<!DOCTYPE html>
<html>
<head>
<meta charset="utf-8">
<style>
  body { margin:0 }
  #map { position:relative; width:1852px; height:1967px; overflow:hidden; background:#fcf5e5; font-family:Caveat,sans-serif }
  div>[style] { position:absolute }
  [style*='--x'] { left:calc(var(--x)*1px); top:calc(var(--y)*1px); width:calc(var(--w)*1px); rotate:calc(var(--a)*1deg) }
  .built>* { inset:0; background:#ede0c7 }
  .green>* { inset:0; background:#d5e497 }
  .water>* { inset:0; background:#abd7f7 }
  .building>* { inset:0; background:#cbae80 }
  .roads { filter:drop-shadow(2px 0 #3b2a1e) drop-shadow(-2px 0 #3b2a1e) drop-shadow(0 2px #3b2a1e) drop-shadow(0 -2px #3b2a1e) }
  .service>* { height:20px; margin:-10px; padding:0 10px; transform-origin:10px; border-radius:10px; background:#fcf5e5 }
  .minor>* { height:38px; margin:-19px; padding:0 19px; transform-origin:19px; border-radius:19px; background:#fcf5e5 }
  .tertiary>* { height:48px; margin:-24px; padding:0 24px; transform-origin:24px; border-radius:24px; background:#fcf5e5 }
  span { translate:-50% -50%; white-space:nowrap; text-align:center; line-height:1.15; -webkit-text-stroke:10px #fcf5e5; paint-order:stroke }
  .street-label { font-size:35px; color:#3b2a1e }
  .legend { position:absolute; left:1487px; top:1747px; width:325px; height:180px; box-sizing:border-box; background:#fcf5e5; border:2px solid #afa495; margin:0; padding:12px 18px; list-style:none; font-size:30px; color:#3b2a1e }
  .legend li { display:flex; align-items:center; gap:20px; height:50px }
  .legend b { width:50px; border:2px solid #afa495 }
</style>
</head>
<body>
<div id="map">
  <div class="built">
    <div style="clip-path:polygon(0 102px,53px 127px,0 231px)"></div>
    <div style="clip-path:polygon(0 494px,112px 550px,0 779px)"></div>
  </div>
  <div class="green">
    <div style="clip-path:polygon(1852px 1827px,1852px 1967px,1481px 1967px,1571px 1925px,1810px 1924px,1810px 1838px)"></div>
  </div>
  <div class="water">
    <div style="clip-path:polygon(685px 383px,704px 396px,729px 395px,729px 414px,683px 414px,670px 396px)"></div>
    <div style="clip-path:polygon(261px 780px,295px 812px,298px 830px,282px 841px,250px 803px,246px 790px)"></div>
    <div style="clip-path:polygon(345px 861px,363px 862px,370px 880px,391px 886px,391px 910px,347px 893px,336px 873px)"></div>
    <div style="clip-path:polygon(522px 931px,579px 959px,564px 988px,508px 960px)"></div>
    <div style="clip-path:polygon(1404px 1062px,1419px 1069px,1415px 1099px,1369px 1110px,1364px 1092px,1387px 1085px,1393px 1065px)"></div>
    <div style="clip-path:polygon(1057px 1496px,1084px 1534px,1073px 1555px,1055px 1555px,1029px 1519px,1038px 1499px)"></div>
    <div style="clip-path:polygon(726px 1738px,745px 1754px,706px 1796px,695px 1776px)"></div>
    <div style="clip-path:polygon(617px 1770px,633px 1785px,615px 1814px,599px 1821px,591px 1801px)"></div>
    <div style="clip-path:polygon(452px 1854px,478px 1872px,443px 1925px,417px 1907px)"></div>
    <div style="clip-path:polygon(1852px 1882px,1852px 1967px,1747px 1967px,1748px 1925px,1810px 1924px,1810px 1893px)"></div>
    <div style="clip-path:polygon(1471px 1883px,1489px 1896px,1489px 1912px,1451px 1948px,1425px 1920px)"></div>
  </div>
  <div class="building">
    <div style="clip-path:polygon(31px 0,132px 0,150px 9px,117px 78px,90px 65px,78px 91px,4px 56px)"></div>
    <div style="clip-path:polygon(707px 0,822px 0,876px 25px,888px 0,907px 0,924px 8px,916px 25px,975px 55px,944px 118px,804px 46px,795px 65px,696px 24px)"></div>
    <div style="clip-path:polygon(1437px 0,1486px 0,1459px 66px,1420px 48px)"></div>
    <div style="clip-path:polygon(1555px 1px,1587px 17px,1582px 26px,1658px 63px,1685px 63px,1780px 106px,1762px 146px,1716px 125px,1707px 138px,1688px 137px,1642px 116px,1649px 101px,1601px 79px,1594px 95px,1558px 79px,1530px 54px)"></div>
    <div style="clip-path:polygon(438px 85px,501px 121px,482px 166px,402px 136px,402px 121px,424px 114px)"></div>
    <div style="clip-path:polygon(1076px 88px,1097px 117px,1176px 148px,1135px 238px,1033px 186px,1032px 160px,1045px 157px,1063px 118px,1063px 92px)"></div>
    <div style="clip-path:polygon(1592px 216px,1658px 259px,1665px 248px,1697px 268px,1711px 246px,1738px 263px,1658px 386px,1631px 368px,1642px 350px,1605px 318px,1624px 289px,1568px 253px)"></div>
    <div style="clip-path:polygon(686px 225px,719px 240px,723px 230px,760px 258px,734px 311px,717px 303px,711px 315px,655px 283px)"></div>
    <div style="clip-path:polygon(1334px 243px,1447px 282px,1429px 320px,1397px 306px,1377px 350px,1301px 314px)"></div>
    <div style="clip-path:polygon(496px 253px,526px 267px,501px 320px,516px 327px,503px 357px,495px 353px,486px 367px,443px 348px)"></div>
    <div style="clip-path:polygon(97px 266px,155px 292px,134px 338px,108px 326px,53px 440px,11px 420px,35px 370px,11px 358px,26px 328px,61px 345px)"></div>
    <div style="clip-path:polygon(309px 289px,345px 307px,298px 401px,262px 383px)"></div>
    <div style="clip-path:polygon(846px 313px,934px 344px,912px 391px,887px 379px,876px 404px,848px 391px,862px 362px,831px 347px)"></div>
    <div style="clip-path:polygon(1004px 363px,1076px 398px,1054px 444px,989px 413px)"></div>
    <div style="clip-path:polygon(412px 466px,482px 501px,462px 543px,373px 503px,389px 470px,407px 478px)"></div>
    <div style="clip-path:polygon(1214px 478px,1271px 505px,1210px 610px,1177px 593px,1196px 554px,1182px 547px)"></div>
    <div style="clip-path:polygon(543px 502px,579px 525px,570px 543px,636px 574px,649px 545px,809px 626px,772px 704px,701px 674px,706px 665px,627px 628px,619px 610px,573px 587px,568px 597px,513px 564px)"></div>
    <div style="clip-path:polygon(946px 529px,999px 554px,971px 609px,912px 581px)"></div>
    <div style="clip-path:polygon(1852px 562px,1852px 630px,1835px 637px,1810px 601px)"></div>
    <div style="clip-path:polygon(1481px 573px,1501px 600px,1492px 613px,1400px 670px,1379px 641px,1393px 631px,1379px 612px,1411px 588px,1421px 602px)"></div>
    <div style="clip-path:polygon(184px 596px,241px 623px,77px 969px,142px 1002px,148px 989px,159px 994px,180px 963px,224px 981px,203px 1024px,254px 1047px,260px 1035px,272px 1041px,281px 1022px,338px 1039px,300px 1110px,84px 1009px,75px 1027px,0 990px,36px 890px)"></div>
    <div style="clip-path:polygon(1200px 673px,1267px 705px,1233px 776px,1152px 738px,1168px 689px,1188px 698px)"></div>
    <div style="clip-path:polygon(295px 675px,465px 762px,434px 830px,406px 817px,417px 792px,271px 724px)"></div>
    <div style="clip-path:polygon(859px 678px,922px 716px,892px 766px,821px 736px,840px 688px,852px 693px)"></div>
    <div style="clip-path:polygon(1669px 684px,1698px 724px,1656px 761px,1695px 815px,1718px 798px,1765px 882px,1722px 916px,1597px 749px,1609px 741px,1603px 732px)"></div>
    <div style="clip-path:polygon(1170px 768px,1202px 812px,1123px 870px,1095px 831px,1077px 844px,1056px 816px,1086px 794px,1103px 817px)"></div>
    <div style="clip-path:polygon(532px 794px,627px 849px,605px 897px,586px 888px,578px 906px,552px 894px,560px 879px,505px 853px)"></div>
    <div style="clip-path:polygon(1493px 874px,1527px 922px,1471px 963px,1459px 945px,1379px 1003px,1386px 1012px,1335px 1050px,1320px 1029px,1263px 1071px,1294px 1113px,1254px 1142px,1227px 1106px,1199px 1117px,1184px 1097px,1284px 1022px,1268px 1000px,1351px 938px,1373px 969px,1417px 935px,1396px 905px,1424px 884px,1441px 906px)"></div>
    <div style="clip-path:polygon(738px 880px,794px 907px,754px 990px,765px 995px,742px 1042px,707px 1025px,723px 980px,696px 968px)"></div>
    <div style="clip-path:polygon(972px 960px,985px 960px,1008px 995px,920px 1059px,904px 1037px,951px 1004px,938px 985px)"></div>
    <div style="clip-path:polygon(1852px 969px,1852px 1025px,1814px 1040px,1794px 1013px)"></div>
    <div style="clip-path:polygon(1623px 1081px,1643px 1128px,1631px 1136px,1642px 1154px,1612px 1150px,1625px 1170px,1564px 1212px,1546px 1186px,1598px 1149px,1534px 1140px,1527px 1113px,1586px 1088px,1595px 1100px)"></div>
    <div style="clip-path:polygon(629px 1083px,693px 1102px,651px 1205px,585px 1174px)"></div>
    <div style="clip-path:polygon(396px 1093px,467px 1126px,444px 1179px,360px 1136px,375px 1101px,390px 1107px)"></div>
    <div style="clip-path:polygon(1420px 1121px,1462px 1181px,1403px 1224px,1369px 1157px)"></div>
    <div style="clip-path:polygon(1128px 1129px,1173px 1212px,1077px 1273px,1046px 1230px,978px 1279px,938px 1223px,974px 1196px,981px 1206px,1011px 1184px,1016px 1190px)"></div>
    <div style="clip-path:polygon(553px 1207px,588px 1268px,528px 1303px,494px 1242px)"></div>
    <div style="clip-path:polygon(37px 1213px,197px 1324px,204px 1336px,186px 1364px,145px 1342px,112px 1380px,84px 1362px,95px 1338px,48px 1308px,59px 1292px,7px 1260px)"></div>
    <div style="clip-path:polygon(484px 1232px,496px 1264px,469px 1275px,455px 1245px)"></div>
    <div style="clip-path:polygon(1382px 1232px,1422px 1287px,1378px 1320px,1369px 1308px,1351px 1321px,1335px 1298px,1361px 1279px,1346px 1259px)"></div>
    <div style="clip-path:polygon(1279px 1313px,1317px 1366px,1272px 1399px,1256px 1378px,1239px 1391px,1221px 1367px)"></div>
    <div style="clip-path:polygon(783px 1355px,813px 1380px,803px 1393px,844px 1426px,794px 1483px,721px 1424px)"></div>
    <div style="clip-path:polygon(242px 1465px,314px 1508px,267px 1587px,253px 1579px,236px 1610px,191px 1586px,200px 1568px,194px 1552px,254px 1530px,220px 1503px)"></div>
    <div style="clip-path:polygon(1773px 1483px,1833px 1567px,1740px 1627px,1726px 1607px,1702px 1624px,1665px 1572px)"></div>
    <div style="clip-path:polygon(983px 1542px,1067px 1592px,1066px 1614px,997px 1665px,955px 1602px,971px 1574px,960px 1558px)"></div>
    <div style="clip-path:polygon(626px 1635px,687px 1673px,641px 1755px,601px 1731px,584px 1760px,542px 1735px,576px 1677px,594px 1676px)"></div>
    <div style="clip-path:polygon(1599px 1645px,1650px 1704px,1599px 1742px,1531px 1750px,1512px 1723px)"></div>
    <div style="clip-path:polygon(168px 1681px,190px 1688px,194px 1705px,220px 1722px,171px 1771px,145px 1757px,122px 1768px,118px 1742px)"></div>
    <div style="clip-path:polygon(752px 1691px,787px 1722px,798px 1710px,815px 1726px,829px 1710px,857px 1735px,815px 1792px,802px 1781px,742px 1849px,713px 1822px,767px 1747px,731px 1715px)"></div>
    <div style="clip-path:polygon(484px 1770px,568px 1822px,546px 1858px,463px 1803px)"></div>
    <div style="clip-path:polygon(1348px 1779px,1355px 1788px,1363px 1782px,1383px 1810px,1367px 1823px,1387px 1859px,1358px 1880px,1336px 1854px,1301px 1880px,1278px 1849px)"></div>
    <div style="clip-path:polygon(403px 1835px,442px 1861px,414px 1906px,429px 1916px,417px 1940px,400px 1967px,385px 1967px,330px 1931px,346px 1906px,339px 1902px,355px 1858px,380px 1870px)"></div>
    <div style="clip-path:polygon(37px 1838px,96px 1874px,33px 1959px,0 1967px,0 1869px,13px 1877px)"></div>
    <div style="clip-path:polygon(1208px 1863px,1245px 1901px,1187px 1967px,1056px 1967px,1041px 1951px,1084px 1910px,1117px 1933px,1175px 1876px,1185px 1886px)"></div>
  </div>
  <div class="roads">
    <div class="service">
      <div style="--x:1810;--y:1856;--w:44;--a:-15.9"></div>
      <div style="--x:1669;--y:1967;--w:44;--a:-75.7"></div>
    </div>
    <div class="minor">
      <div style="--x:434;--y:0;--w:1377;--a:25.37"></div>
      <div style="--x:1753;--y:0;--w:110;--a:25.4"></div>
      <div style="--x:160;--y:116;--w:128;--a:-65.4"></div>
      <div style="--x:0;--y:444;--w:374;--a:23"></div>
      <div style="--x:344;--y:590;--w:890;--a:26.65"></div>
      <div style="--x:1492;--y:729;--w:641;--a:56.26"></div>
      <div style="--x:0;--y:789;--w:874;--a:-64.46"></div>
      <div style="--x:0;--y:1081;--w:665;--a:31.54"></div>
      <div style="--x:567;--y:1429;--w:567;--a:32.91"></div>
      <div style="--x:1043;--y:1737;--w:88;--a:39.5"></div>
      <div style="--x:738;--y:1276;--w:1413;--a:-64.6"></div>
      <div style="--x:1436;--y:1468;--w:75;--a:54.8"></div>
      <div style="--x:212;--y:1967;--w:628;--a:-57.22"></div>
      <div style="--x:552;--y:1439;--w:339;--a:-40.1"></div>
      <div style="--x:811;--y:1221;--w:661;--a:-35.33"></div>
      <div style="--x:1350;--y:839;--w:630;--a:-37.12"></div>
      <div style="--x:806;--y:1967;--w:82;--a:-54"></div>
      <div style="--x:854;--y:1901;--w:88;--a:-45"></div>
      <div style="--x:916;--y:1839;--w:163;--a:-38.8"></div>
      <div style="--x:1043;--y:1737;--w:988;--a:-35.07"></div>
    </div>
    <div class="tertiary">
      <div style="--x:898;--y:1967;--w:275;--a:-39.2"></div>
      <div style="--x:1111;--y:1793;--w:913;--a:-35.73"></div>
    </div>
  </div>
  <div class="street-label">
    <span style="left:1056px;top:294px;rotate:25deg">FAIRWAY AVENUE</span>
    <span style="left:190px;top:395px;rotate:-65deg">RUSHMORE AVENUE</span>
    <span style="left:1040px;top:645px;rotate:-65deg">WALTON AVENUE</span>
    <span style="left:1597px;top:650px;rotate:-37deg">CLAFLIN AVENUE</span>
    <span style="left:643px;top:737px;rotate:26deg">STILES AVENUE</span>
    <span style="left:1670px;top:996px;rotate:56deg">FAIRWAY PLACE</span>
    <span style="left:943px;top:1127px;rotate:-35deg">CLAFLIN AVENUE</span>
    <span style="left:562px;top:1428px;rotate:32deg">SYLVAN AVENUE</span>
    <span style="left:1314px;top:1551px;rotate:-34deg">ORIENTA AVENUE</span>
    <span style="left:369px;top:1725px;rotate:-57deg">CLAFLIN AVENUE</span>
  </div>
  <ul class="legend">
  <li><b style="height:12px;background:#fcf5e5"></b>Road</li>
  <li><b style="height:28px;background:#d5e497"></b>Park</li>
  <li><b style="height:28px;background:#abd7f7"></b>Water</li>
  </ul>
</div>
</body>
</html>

----------

Exercise details.
Your output should be the listing's lines, exact and complete, from its first line to the line that contains "height:20px; margin:-10px; padding:0", inclusive.

Problem solution.
<!DOCTYPE html>
<html>
<head>
<meta charset="utf-8">
<style>
  body { margin:0 }
  #map { position:relative; width:1852px; height:1967px; overflow:hidden; background:#fcf5e5; font-family:Caveat,sans-serif }
  div>[style] { position:absolute }
  [style*='--x'] { left:calc(var(--x)*1px); top:calc(var(--y)*1px); width:calc(var(--w)*1px); rotate:calc(var(--a)*1deg) }
  .built>* { inset:0; background:#ede0c7 }
  .green>* { inset:0; background:#d5e497 }
  .water>* { inset:0; background:#abd7f7 }
  .building>* { inset:0; background:#cbae80 }
  .roads { filter:drop-shadow(2px 0 #3b2a1e) drop-shadow(-2px 0 #3b2a1e) drop-shadow(0 2px #3b2a1e) drop-shadow(0 -2px #3b2a1e) }
  .service>* { height:20px; margin:-10px; padding:0 10px; transform-origin:10px; border-radius:10px; background:#fcf5e5 }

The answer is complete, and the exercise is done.